If you're trying to write an essay on what Self-Reliance means, be sure to take Emerson's own ideas into consideration! A good teacher assigning an essay on Self-Reliance will admire a student who takes Emerson's thought seriously. Parroting back what you think the teacher wants to hear about Emerson is to violate the very spirit of the essay!

But that doesn't mean that you can write just anything. Emerson's essay urges us to take our ideas seriously, not lightly. Does your idea resonate with your innermost voice of reason and conscience?

Quotations from "Self-Reliance"

It's worth thinking about these quotations. Try to figure out what they mean. Sometimes they make more sense when you see them in context -- do a search on the essay online to find their context.

Trust thyself: every heart vibrates to that iron string.
Society everywhere is in conspiracy against the manhood of every one of its members.
Whoso would be a man must be a nonconformist.
What I must do is all that concerns me, not what the people think.
A foolish consistency is the hobgoblin of little minds, adored by little statesmen and philosophers and divines. With consistency a great soul has simply nothing to do.
It is easy to see that a greater self-reliance must work a revolution in all the offices and relations of men; in their religion; in their education; in their pursuits; their modes of living; their association; in their property; in their speculative views.
Travelling is a fool's paradise.
Insist on yourself; never imitate.
Society never advances. It recedes as fast on one side as it gains on the other.
The civilized man has built a coach, but has lost the use of his feet.
Society is a wave. The wave moves onward, but the water of which it is composed does not.
And so the reliance on Property, including the reliance on governments which protect it, is the want of self-reliance.
Nothing can bring you peace but yourself.
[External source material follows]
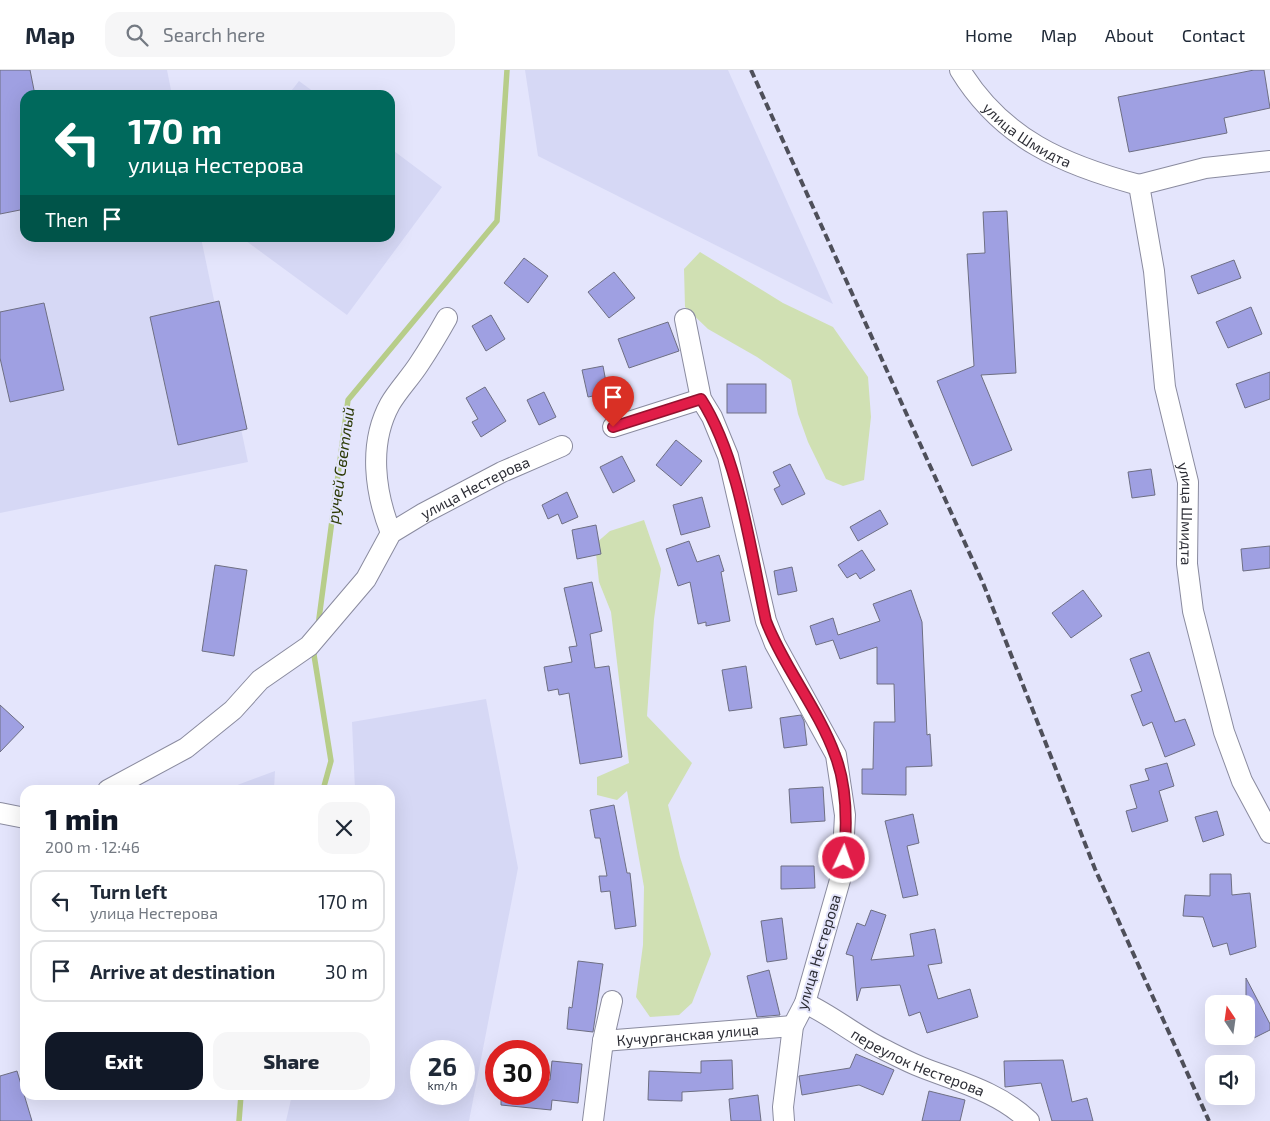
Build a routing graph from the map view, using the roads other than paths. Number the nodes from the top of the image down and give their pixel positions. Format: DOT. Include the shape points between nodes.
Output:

Nothing can bring you peace but the triumph of principles.


Some questions to think about:

How is Emerson's idea of Self-Reliance different from and similar to the common use of the term (take care of your own needs and don't depend on others outside yourself)?
Is Emerson really saying "Believe anything you want to believe and do anything you want to do"? Is he really saying "Nothing outside yourself matters"?
In what ways is Emerson speaking religiously -- that is, about our relationship to the divine?
Emerson's religious ideas are claimed today by groups as diverse as the Unitarian Universalists and the Mormons. Does this make sense? How have such different religious groups made use of Emerson's ideas, especially those in "Self-Reliance"?
How do Emerson's "Self-Reliance" and Thoreau's ideas (in "Walden" and elsewhere) inspire the environmental and sustainable growth movements today?
What would Emerson think of the survivalist movement?
What would Emerson think of 21st century American capitalism?
Would Emerson's ideas as expressed in this essay result in a stronger or weaker government? More or less democracy?
Was Emerson a liberal or conservative -- and in what ways? (You might also want to read Emerson's essay "The Conservative.")
What would Emerson think about today's libertarianism?
If you're familiar with the work of Ayn Rand, how is Emerson alike, how is he different?
What would Emerson say about the human capacity for good and for evil?
How have Emerson's ideas helped shape our concept of the American Dream?
Should students read more essays of Emerson, or just this one? Is this the best selection from Emerson for a high school or college student?


A closing thought:

Like many thinkers, Emerson's thought evolved through his lifetime. He later came to value social reform movements and group action more than he did in his early life. This was perhaps partly due to the maturity one gains in the life cycle, perhaps partly due to the failure of individual philanthropy to solve the increasing social problems of his age, perhaps partly due to the issue of slavery, in which the individual interests of slave vs. slaveholder were in stark contrast. But certainly, Emerson's later writing was more interested in relationships among people, and ethical behavior, than early works like "Self-Reliance" may indicate. Nevertheless, the worldview expressed in "Self-Reliance" is not, I would contend, one of radical separation of the individual from the rest of the universe, though Emerson has sometimes been accused of that view.